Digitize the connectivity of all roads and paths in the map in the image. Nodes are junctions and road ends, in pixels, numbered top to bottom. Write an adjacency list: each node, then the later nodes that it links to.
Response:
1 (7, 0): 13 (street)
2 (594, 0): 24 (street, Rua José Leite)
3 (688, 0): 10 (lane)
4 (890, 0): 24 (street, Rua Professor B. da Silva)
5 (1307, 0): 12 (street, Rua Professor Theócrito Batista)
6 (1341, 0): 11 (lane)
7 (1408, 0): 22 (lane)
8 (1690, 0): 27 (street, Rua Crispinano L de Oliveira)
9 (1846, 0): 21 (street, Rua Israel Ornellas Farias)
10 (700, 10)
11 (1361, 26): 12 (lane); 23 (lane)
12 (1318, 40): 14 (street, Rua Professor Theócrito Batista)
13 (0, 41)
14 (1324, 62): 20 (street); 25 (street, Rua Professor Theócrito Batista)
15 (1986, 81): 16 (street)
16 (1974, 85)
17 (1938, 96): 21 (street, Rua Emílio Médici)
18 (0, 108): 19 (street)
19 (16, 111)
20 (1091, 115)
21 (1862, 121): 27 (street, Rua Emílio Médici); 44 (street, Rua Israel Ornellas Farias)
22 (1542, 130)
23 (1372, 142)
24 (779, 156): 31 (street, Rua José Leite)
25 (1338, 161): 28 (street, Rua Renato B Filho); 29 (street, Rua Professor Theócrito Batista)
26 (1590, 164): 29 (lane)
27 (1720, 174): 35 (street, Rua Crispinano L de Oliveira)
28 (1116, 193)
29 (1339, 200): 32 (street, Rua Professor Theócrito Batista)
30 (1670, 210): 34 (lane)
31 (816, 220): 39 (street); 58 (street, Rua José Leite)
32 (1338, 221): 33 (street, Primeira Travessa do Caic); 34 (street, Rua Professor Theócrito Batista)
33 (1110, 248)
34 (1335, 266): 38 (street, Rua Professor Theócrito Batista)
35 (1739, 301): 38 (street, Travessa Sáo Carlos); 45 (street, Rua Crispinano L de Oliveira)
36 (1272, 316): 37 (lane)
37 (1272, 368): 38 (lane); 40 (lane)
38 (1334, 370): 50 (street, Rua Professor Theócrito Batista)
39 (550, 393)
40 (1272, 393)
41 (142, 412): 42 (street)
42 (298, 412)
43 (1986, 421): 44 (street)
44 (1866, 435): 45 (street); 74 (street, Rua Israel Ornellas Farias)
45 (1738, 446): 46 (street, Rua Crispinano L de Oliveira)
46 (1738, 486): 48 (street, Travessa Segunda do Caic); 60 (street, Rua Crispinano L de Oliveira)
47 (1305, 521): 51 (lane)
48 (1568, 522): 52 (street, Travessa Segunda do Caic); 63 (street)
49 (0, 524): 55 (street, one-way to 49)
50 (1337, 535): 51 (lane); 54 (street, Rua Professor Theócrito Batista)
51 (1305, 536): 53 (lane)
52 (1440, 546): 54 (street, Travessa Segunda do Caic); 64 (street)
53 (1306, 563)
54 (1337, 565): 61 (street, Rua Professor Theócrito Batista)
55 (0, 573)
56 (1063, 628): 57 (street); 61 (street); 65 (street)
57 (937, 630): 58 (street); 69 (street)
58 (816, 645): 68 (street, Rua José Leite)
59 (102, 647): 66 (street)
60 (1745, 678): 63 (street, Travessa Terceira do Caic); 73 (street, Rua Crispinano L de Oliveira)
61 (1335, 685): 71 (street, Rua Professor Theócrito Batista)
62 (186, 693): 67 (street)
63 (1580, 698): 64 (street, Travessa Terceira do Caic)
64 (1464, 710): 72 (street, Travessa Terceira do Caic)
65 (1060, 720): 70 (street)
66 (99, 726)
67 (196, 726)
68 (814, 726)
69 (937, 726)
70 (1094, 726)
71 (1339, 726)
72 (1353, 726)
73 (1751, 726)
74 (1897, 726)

++++++++++

> _Problem to work on_
Restate the material word for word so that no line differs from the original.

> _Exercise solution_
Digitize the connectivity of all roads and paths in the map in the image. Nodes are junctions and road ends, in pixels, numbered top to bottom. Write an adjacency list: each node, then the later nodes that it links to.
Response:
1 (7, 0): 13 (street)
2 (594, 0): 24 (street, Rua José Leite)
3 (688, 0): 10 (lane)
4 (890, 0): 24 (street, Rua Professor B. da Silva)
5 (1307, 0): 12 (street, Rua Professor Theócrito Batista)
6 (1341, 0): 11 (lane)
7 (1408, 0): 22 (lane)
8 (1690, 0): 27 (street, Rua Crispinano L de Oliveira)
9 (1846, 0): 21 (street, Rua Israel Ornellas Farias)
10 (700, 10)
11 (1361, 26): 12 (lane); 23 (lane)
12 (1318, 40): 14 (street, Rua Professor Theócrito Batista)
13 (0, 41)
14 (1324, 62): 20 (street); 25 (street, Rua Professor Theócrito Batista)
15 (1986, 81): 16 (street)
16 (1974, 85)
17 (1938, 96): 21 (street, Rua Emílio Médici)
18 (0, 108): 19 (street)
19 (16, 111)
20 (1091, 115)
21 (1862, 121): 27 (street, Rua Emílio Médici); 44 (street, Rua Israel Ornellas Farias)
22 (1542, 130)
23 (1372, 142)
24 (779, 156): 31 (street, Rua José Leite)
25 (1338, 161): 28 (street, Rua Renato B Filho); 29 (street, Rua Professor Theócrito Batista)
26 (1590, 164): 29 (lane)
27 (1720, 174): 35 (street, Rua Crispinano L de Oliveira)
28 (1116, 193)
29 (1339, 200): 32 (street, Rua Professor Theócrito Batista)
30 (1670, 210): 34 (lane)
31 (816, 220): 39 (street); 58 (street, Rua José Leite)
32 (1338, 221): 33 (street, Primeira Travessa do Caic); 34 (street, Rua Professor Theócrito Batista)
33 (1110, 248)
34 (1335, 266): 38 (street, Rua Professor Theócrito Batista)
35 (1739, 301): 38 (street, Travessa Sáo Carlos); 45 (street, Rua Crispinano L de Oliveira)
36 (1272, 316): 37 (lane)
37 (1272, 368): 38 (lane); 40 (lane)
38 (1334, 370): 50 (street, Rua Professor Theócrito Batista)
39 (550, 393)
40 (1272, 393)
41 (142, 412): 42 (street)
42 (298, 412)
43 (1986, 421): 44 (street)
44 (1866, 435): 45 (street); 74 (street, Rua Israel Ornellas Farias)
45 (1738, 446): 46 (street, Rua Crispinano L de Oliveira)
46 (1738, 486): 48 (street, Travessa Segunda do Caic); 60 (street, Rua Crispinano L de Oliveira)
47 (1305, 521): 51 (lane)
48 (1568, 522): 52 (street, Travessa Segunda do Caic); 63 (street)
49 (0, 524): 55 (street, one-way to 49)
50 (1337, 535): 51 (lane); 54 (street, Rua Professor Theócrito Batista)
51 (1305, 536): 53 (lane)
52 (1440, 546): 54 (street, Travessa Segunda do Caic); 64 (street)
53 (1306, 563)
54 (1337, 565): 61 (street, Rua Professor Theócrito Batista)
55 (0, 573)
56 (1063, 628): 57 (street); 61 (street); 65 (street)
57 (937, 630): 58 (street); 69 (street)
58 (816, 645): 68 (street, Rua José Leite)
59 (102, 647): 66 (street)
60 (1745, 678): 63 (street, Travessa Terceira do Caic); 73 (street, Rua Crispinano L de Oliveira)
61 (1335, 685): 71 (street, Rua Professor Theócrito Batista)
62 (186, 693): 67 (street)
63 (1580, 698): 64 (street, Travessa Terceira do Caic)
64 (1464, 710): 72 (street, Travessa Terceira do Caic)
65 (1060, 720): 70 (street)
66 (99, 726)
67 (196, 726)
68 (814, 726)
69 (937, 726)
70 (1094, 726)
71 (1339, 726)
72 (1353, 726)
73 (1751, 726)
74 (1897, 726)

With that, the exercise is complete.